Fonte: Atualizado: sábado, 31 de maio de 2014 às 09:15

O que aconteceu no grammy deste ano?!


Não sei quantos de vocês acompanham o Grammy e sabem como a premiação funciona, por isto deixem-me, de maneira rápida e objetiva, responder às principais perguntas que surgem em relação ao Grammy, até mesmo para criar uma base em cima da qual as minhas impressões e idéias do que aconteceu possam ser apresentadas/discutidas.
Quem vota? os membros da academia.


Quem são e quantos são os membros da academia? Na academia mundial (não a do Grammy Latino) são aproximadamente 18.000 membros, todos profissionais que fazem parte da indústria fonográfica mundial. Mais ou menos um terço destes 18.000 são engenheiros e produtores. Os outros 12.000 são músicos e artistas. Para se tornar membro votante você precisa ter seu nome nos créditos de pelo menos 6 faixas de 1 categoria em um ou vários álbuns lançados/distribuídos nos EUA; e, claro, pagar a anuidade simbólica de uns 80,00 dólares.

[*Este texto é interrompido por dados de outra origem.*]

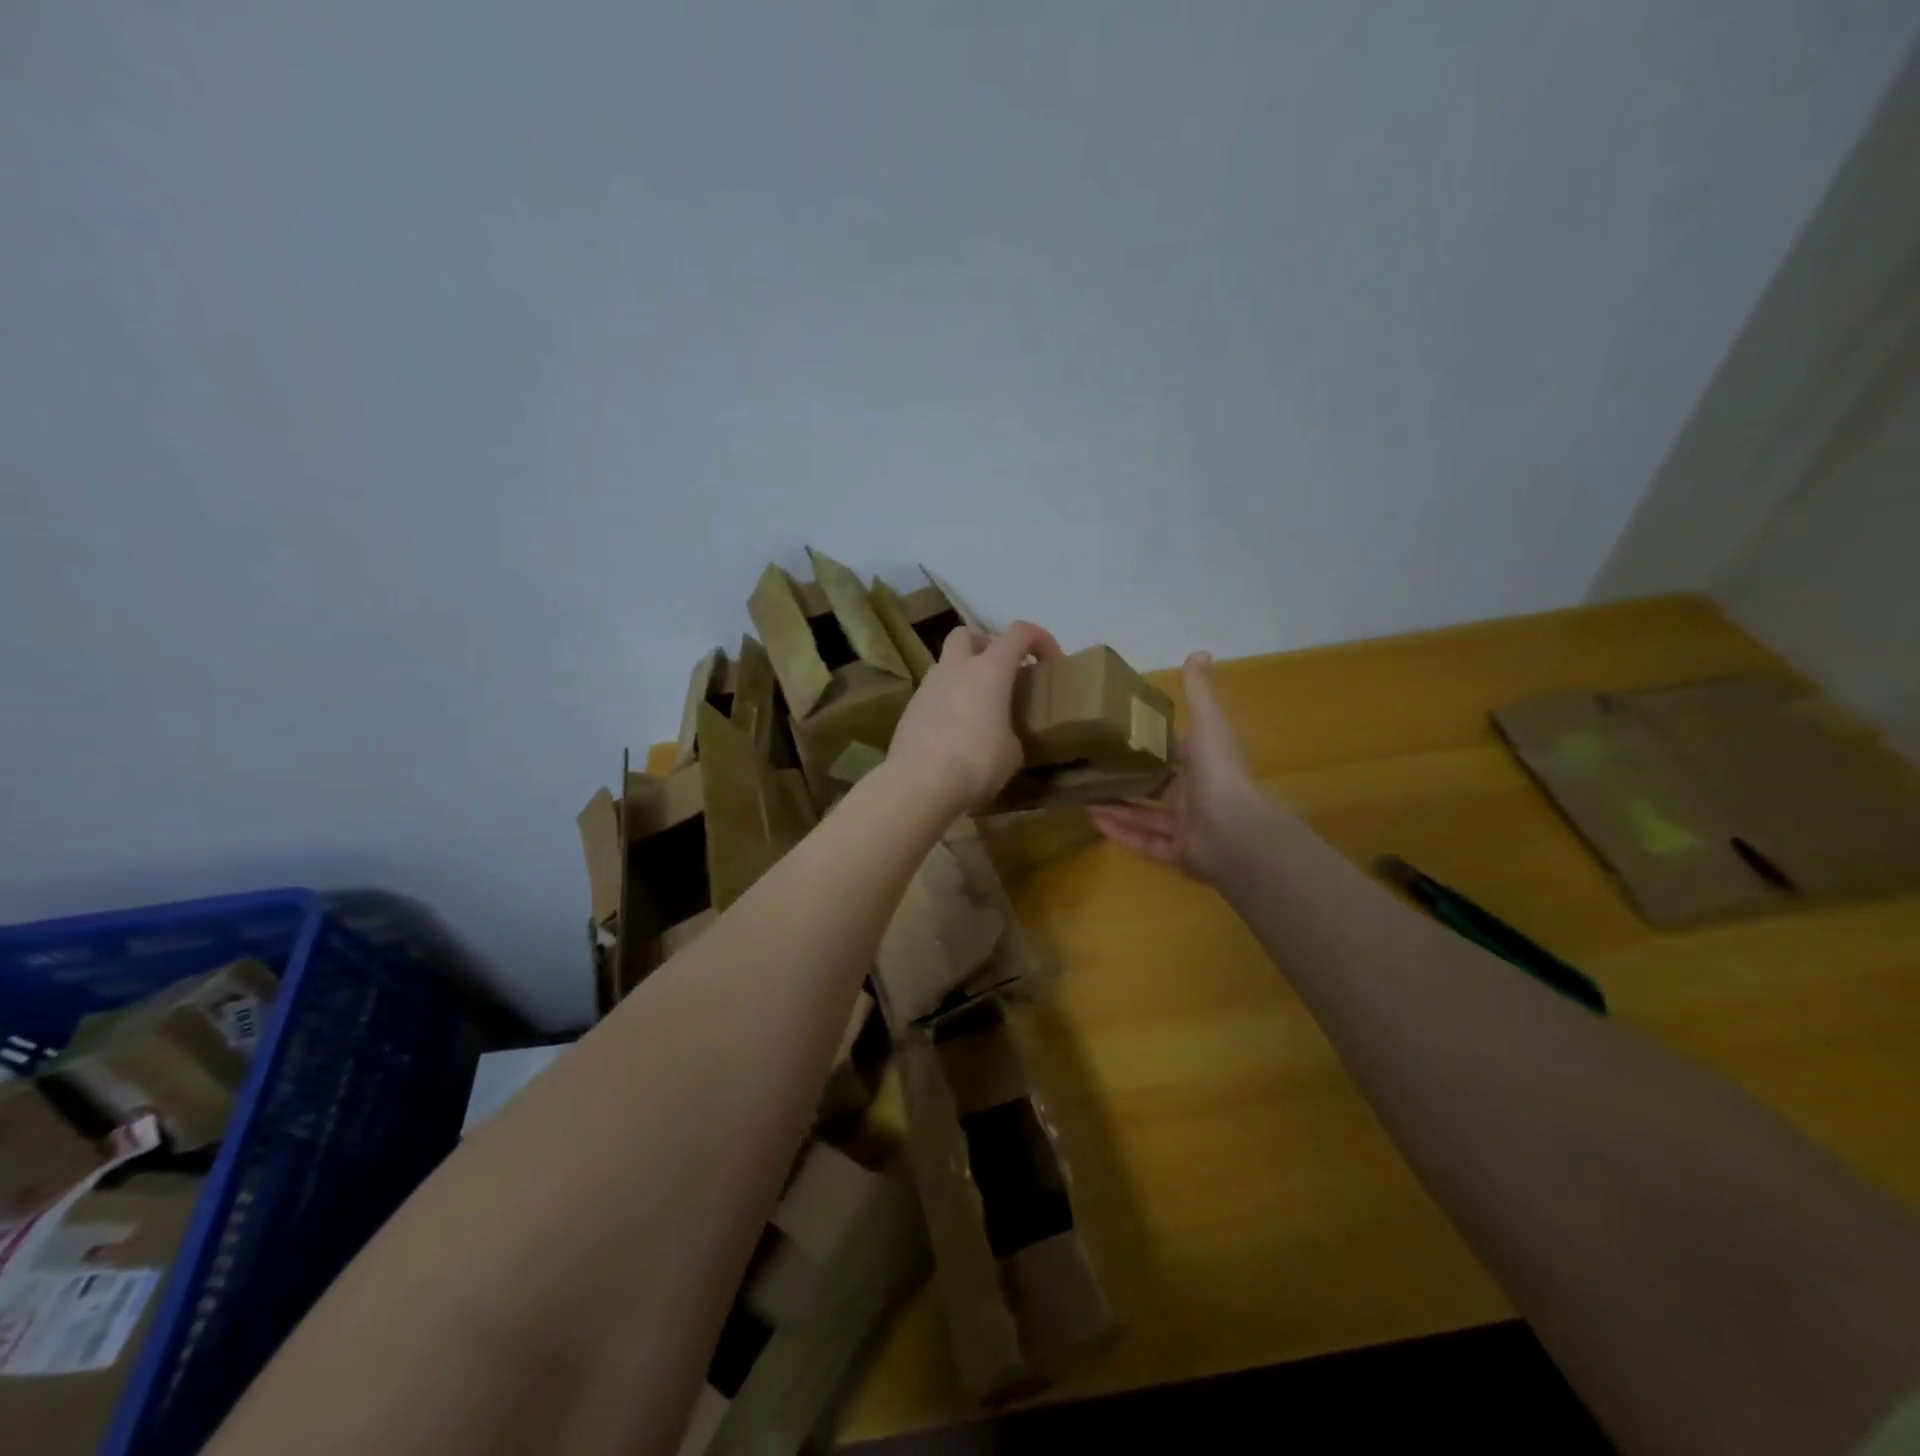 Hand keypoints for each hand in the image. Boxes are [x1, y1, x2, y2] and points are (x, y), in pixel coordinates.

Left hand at [887, 621, 1063, 812]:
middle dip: (985, 646)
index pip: (1018, 633)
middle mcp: (955, 668)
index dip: (1039, 638)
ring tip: (978, 709)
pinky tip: (954, 731)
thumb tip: (1004, 735)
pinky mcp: (909, 710)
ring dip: (963, 677)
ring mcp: (927, 687)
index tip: (1050, 660)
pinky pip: (933, 695)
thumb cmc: (976, 762)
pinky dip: (947, 702)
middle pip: (967, 635)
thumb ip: (1012, 731)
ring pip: (946, 665)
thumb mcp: (1012, 752)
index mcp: (989, 670)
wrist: (920, 783)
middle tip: (1000, 674)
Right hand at [1088, 652, 1266, 885]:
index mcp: (1203, 766)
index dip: (1145, 744)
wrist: (1236, 834)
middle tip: (1087, 766)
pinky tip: (1092, 820)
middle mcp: (1195, 796)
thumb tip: (1199, 652)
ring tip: (1081, 793)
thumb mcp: (1209, 725)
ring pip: (1144, 816)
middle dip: (1124, 778)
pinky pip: (1143, 842)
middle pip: (1154, 786)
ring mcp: (1186, 828)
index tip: (1112, 734)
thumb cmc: (1220, 775)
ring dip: (1115, 805)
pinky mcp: (1176, 854)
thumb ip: (1200, 693)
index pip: (1171, 752)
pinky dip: (1119, 832)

Todos os membros votam em todas as categorias? É claro que não…! o pessoal do rap não vota na categoria de música clássica (que deveria se chamar música erudita, mas tudo bem). Existem as categorias gerais nas quais todo mundo pode/deve votar e depois você pode escolher 9 outras categorias nas quais pode votar se você se sentir apto a fazê-lo (estar apto é conhecer bem o gênero e conhecer todos os indicados). Se isto acontece na prática é outra história, mas esta é a recomendação.


Outro detalhe importante é que existe uma forte recomendação para você votar na categoria dentro do critério desta categoria. Não por gosto pessoal. Não por afinidade. Não por amizade. Não por recomendação/imposição da gravadora. (aliás, a gravadora não pode/deve sequer fazer sugestões e a votação é sigilosa e individual, no caso ideal), mas seguindo um critério de avaliação artístico ou técnico, na maioria dos casos uma mistura dos dois: artístico e técnico. (Nota do Editor: seria realmente muito mais saudável que as gravadoras não interferissem nos resultados de prêmios como este, sem patrocinar “anuidades” para membros votantes e coisas do tipo).

Por exemplo: na categoria ”Song of the year” você está votando apenas na canção; e quem recebe o prêmio não é o artista (a não ser que este também seja o compositor da canção), mas o compositor. Não importa quem canta, como cantou, onde gravou, se está bem ou mal gravado, etc. O que importa é a composição, letra e música. simples assim.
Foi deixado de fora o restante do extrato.